American metallurgist and academic (1930–2023)

David Vincent Ragone (May 16, 1930 – March 20, 2023) was an American metallurgist, famous for the Ragone chart. He served the third president of Case Western Reserve University from 1980 to 1987 and the 9th dean of the University of Michigan College of Engineering from 1972 to 1980.

==Life and career==
Ragone was born in New York City, New York, on May 16, 1930.

Ragone studied metallurgy at the Massachusetts Institute of Technology (MIT), where he earned a Bachelor of Science degree in 1951 and a Master of Science degree in 1952. In 1953, he graduated with a Ph.D. In the same year, he began teaching at the University of Michigan as an associate professor and later as a professor. He specialized in the fields of thermodynamics, chemical engineering, and metallurgy.

From 1962 to 1967 he worked with General Atomics, a subsidiary of the armaments company General Dynamics. There he was chairman of the department for material research. His research involved material investigations for the development of a gas-cooled nuclear reactor.

Ragone continued to teach metallurgy at a research university, this time at Carnegie Mellon University in Pittsburgh, Pennsylvania.
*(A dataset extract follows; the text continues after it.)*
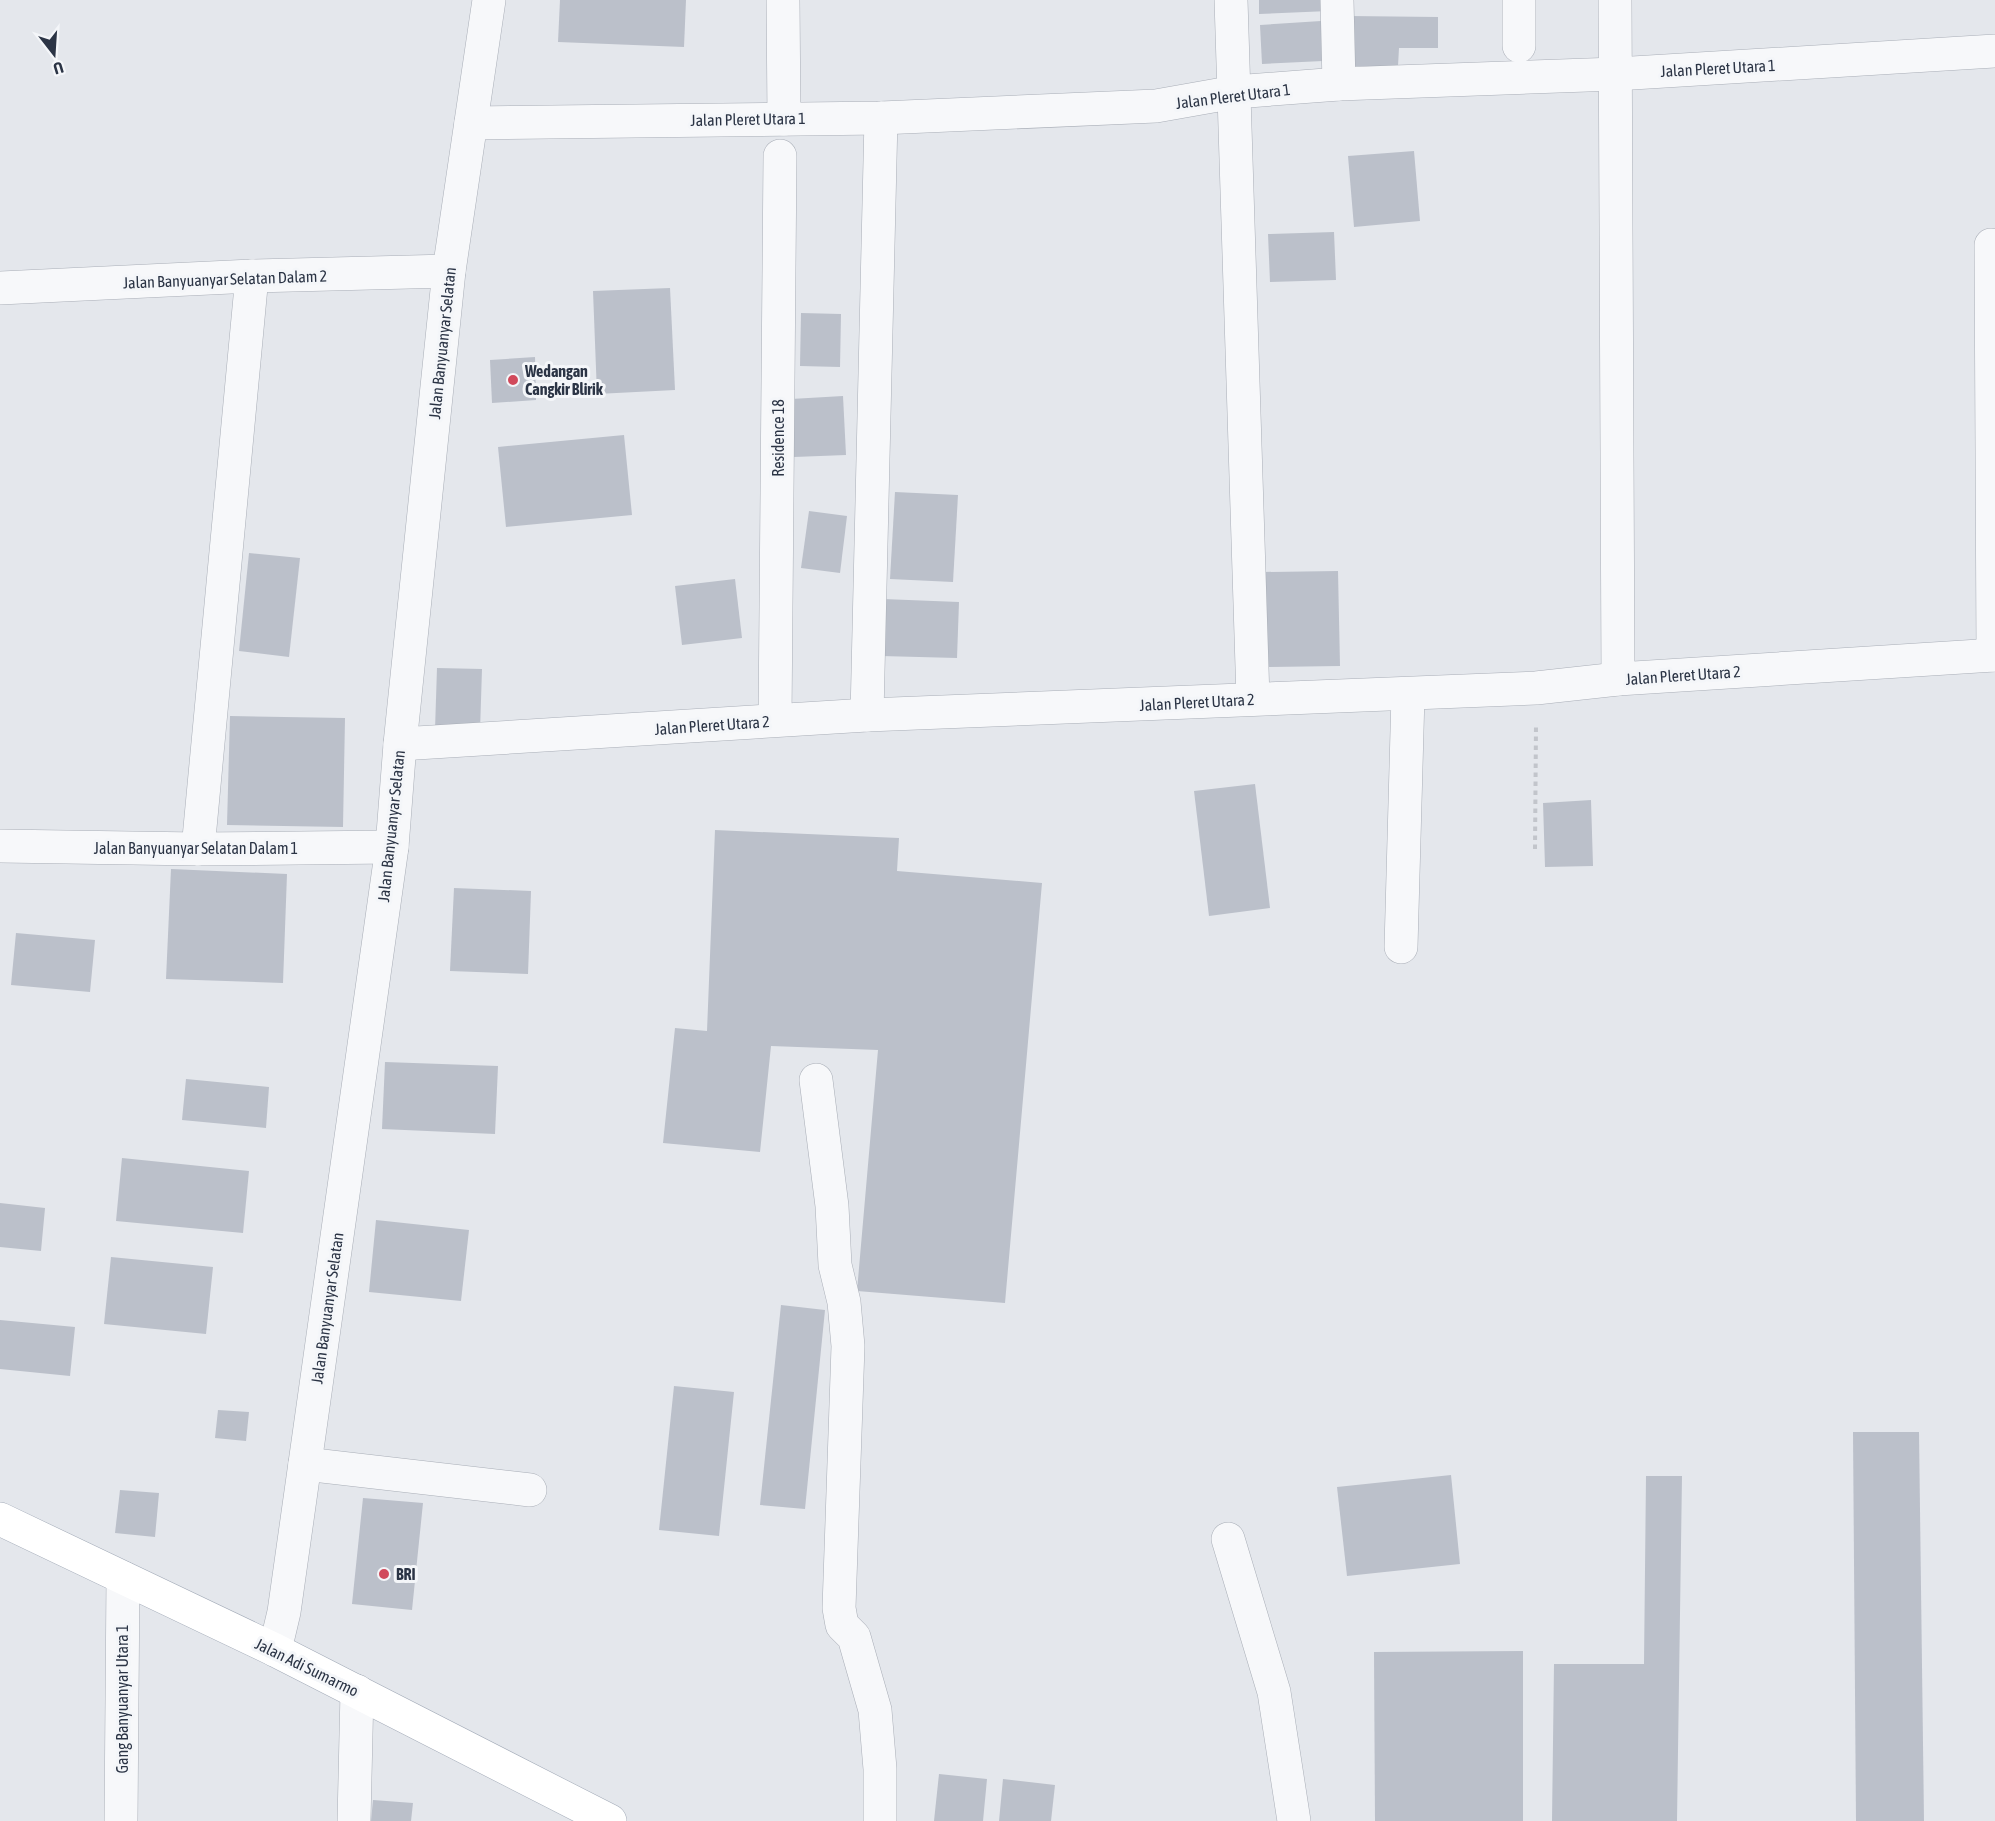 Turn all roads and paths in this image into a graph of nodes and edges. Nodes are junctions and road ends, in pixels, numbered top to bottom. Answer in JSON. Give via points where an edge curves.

After being a dean of the Thayer School of Engineering at Dartmouth College from 1970 to 1972, he eventually returned to the University of Michigan, where he was appointed Dean of Engineering.

From 1980 to 1987, Ragone served as President of Case Western Reserve University, a research university in the Cleveland, Ohio. In 1988, he moved back to his alma mater, MIT, where he taught thermodynamics and physical chemistry until 1998.

Ragone died in Hingham, Massachusetts on March 20, 2023, at the age of 92.